Olhando para cima, o
menino agradeceu profundamente a oportunidade, sem se recordar, de encaminhar o
filho, enfraquecido na fé espiritual, confiado no passado e transformado na mãe
do presente.
E os dois enxugaram as
lágrimas e se sentaram à mesa para a primeira ceia de Natal revigorada na fé.

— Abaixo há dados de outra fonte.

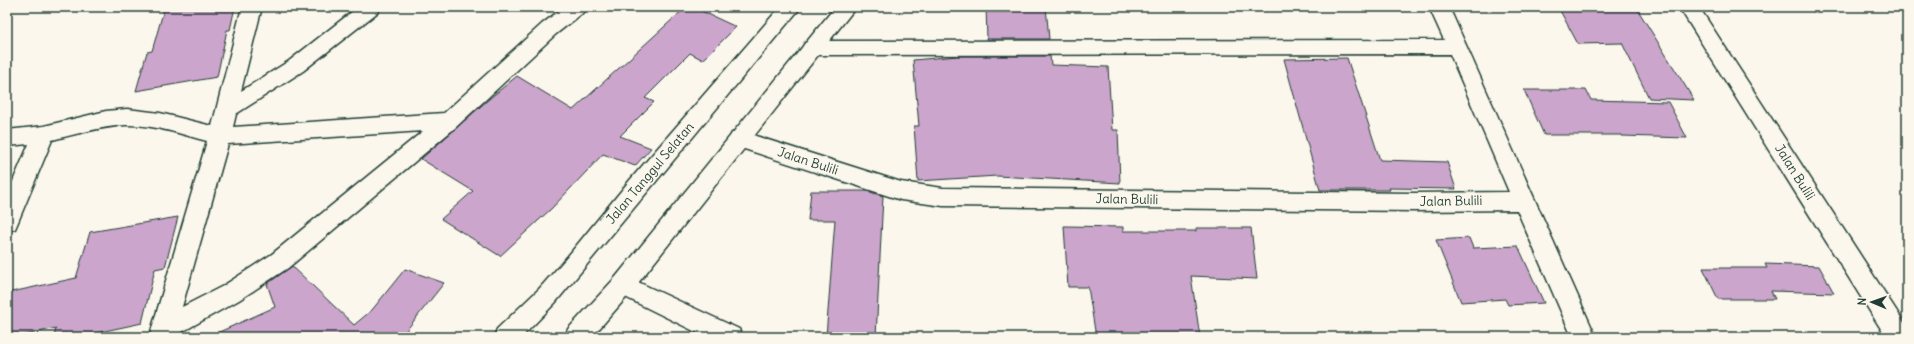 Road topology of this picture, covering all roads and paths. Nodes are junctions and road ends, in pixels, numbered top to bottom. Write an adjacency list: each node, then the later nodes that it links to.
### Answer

Comeram juntos a comida simples e pouco diversificada, mas com o bálsamo dos
bálsamos: o amor.
Após o jantar, o menino
desembrulhou o seu presente, na verdade, para a mãe.
– Olhe só, mamãe. Um
bolo inteirinho! É para você.
– Não, meu filho. É um
desejo seu.
– Não, mamãe. Há muito
tempo, papai me contou que quando você era criança tinha o grande desejo de
poder comprar um bolo assim... inteirinho e até agora você não pôde. E hoje,
nesta noite de Natal, quero lhe presentear com este bolo redondo coberto de
açúcar fininho com que tanto sonhou. É para você, mamãe – o filho, amoroso,
falou.
– Meu menino, meu anjo,
minha felicidade e meu incentivo para viver. Quanta alegria você me traz! – a
mãe beijou a cabeça do filho.
O menino cortou o
primeiro pedaço e colocou-o no pratinho amassado de alumínio das refeições
diárias e ofereceu à mãe amada.
– Feliz Natal, mamãe!
E lá fora, a neve caía
trazendo a brancura da paz em conformidade com o amor no interior do lar.